The book’s remaining essays continue the critique of Progressivism introduced by Ceaser, with Eldon Eisenach, James Ely, and Zuckert all expressing some skepticism about how it deviates from the founding. By contrast, Ronald J. Pestritto argues that the bureaucracies advocated by Theodore Roosevelt and Wilson undermine Madisonian fears of majority faction and thereby the principle of constitutional goverenment. Pestritto’s Woodrow Wilson and the Roots of Liberalism, a thorough study of his break with the founders, reexamines Wilson’s relevance and overthrows the standard portrayal of him as “conservative.” “Wilson could reconcile expert or elite governance with democratic theory because, for him, elites are able to discern the public’s objective mind better than the public itself,” which is not to be confused with mere majorities—i.e., the winners of elections.

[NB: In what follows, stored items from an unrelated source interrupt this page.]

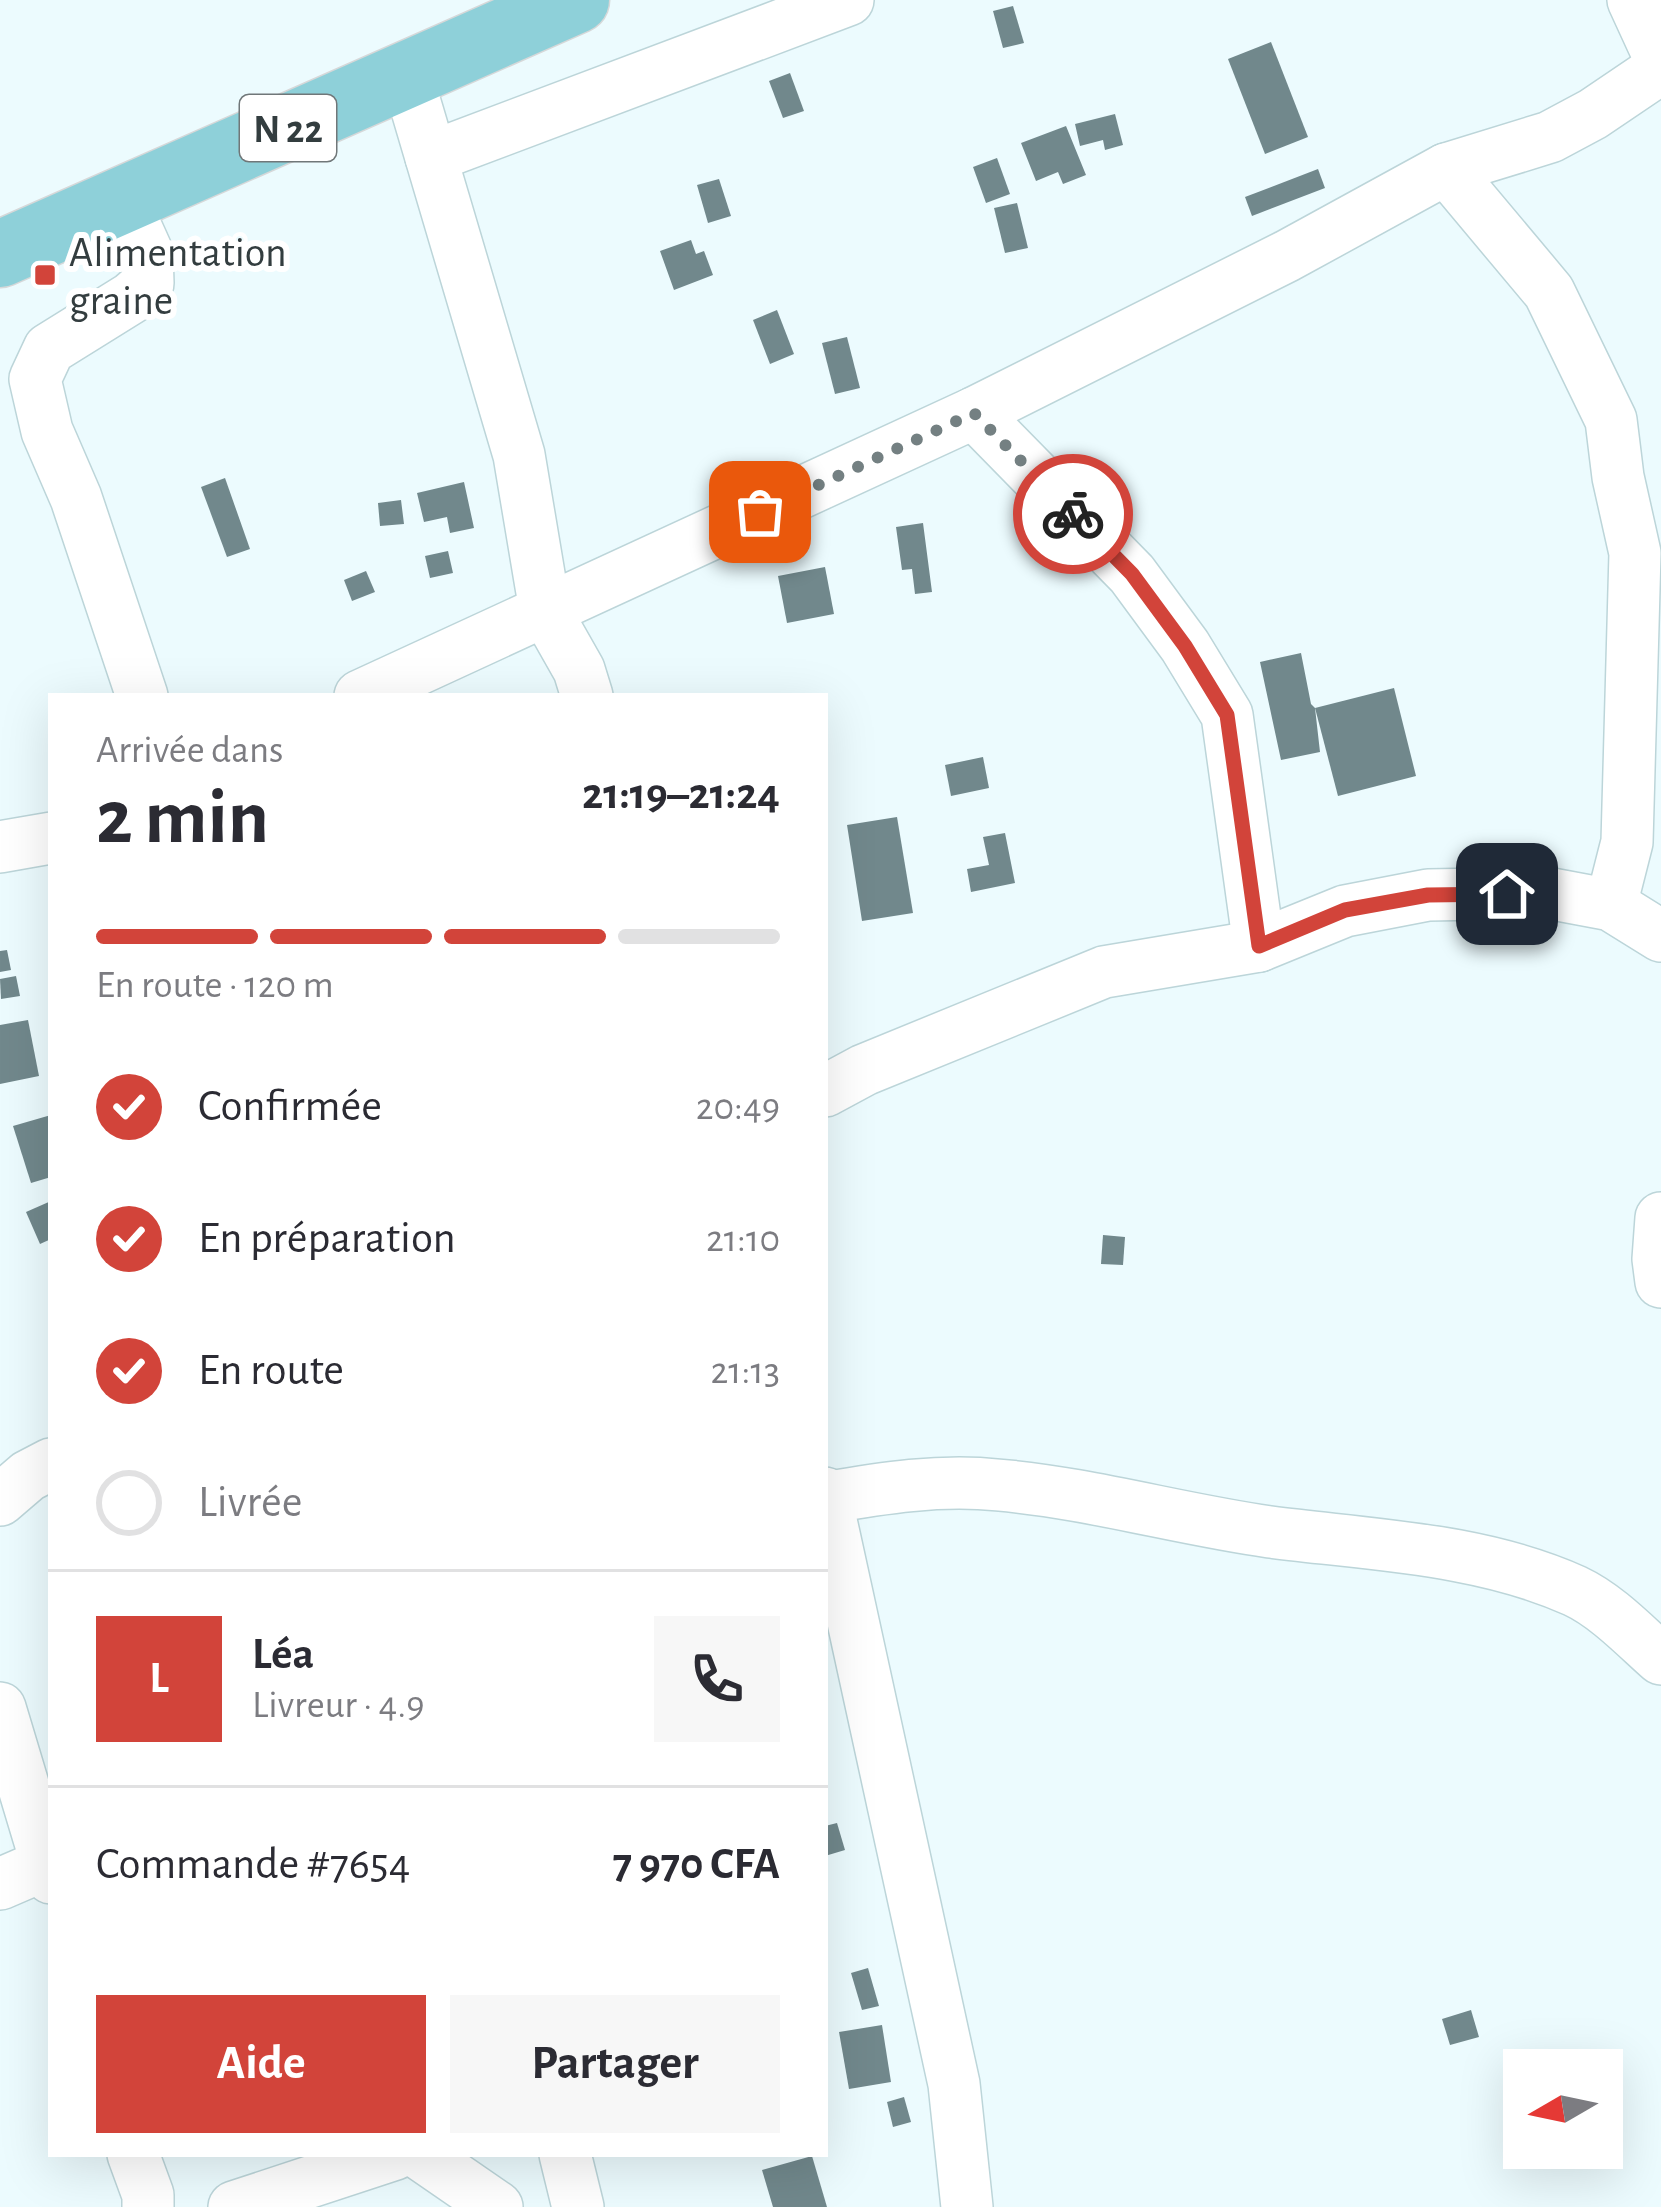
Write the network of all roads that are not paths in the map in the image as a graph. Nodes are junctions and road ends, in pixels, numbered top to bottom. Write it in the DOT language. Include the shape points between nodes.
graph roads {
  1 [pos="848,0"];
  2 [pos="1633,0"];
  3 [pos="560,3"];
  4 [pos="1661,64"];
  5 [pos="407,76"];
  6 [pos="431,157"];
  7 [pos="1446,169"];
  8 [pos="124,201"];
  9 [pos="0,254"];
  10 [pos="974,413"];
  11 [pos="545,610"];
  12 [pos="141,693"];
  13 [pos="366,693"];
  14 [pos="586,693"];
  15 [pos="48,839"];
  16 [pos="0,847"];
  17 [pos="1611,904"];
  18 [pos="1661,936"];
  19 [pos="1259,946"];
  20 [pos="828,1089"];
  21 [pos="1661,1219"];
  22 [pos="1661,1282"];
  23 [pos="48,1465"];
  24 [pos="828,1496"];
  25 [pos="0,1500"];
  26 [pos="828,1510"];
  27 [pos="1661,1659"];
  28 [pos="0,1708"];
  29 [pos="48,1861"];
  30 [pos="48,1868"];
  31 [pos="0,1884"];
  32 [pos="134,2157"];
  33 [pos="386,2157"];
  34 [pos="424,2157"];
  35 [pos="566,2157"];
  36 [pos="148,2207"];
  37 [pos="234,2207"];
  38 [pos="497,2207"];
  39 [pos="578,2207"];
  40 [pos="967,2207"];
  1 -- 6 [label="street"];
  2 -- 4 [label="street"];
  3 -- 5 [label="main road, N 22"];
  4 -- 7 [label="street" via="1550,137"];
  5 -- 6 [label="street"];
  5 -- 8 [label="main road, N 22"];
  6 -- 11 [label="street" via="519,455"];
  7 -- 10 [label="street"];
  7 -- 17 [label="street" via="1549,292 1611,421 1635,554 1627,842"];
  8 -- 9 [label="main road, N 22"];
  8 -- 12 [label="street" via="147,252 148,283 49,350 34,380"];
  10 -- 11 [label="street"];
  10 -- 19 [label="street" via="1132,574 1227,715"];
  11 -- 13 [label="street"];
  11 -- 14 [label="street"];
  15 -- 16 [label="street"];
  17 -- 18 [label="street"];
  17 -- 19 [label="street" via="1547,893 1428,895 1345,910"];
  19 -- 20 [label="street" via="1104,972"];
  21 -- 22 [label="street"];
  23 -- 25 [label="street"];
  24 -- 27 [label="street" via="995,1484 1486,1561 1576,1592"];
  26 -- 40 [label="street" via="954,2084"];
  28 -- 29 [label="street"];
  30 -- 31 [label="street"];
  32 -- 36 [label="street"];
  33 -- 37 [label="street"];
  34 -- 38 [label="street"];
  35 -- 39 [label="street"];
}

While affirming the distinctions between founders and Progressives, others note significant continuities. Objecting to a radical division between the founders and Progressives, Eisenach maintains that Dewey’s communitarianism is a perfection of the founders’ freedom. Progressivism replaced “the American national regime of ‘courts and parties’” with national institutions of direct democracy, a growing administrative state,  centralized executive control, ambitious social science, and a living Constitution. He argues that the progressives were Tocquevillean in the sense that they wished to restore the sovereignty of the people by diminishing political parties but deepening the notion of the state or the public.  Likewise, in its assault on property rights and individualism, and its confidence in regulation and suspicion of the courts, Ely submits that the Progressive  legacy was “decidedly mixed.” Ely unearths a chilling1912 novel, published anonymously by future Wilson “alter ego” Colonel House, Philip Dru, Administrator: A Story of Tomorrow, 1920-1935.  Defeating by military force a constitutional coup, Dru assumes dictatorial powers, proclaims himself Administrator of the Republic, and proceeds to implement the Progressive agenda. “[T]he work affords troublesome insight into the Progressive mindset.”

Michael Zuckert’s concluding essay challenges almost all the others on the books themes. He favorably cites Herbert Storing, an admirer of the British civil service for putatively aristocratic qualities, in defending Wilson as “building upon and to some extent restoring the work of the Founders.”  Thus, against Pestritto (as well as Charles Kesler, Robert Eden, and John Marini), he understands Wilson as merely applying the Declaration to new social conditions.  He is simply being a cautious Burkean (but recall Strauss’s charge of historicism against Burke). “[T]he new freedom” required “more positive government, more tasks to be done, and a government better fitted to them.”  Thus, Wilson divided politics and administration for the sake of “positive governance” and democratic responsibility. His misguided desire to eliminate the separation of powers should be understood in this light. Wilson wants to liberate America from “laissez-faire orthodoxies” and “empower needed governmental action” and so “gives up the guidance these rights [natural rights] supply”—which we saw in his interpretation of Locke. No wonder Zuckert dismisses as “zombies” the Progressives’ recent resurrection in the political battles between left and right.

The enduring struggle in the book reminds one of Nietzsche’s dismissal of the notion of a common good as inherently contradictory. This is the old tension between the noble and the just, the subjects of political science for Aristotle. But politics requires both, in addition to practical wisdom (phronesis). In this view, it makes more sense to rely on divine revelation than on spontaneous order to produce the best practicable regime.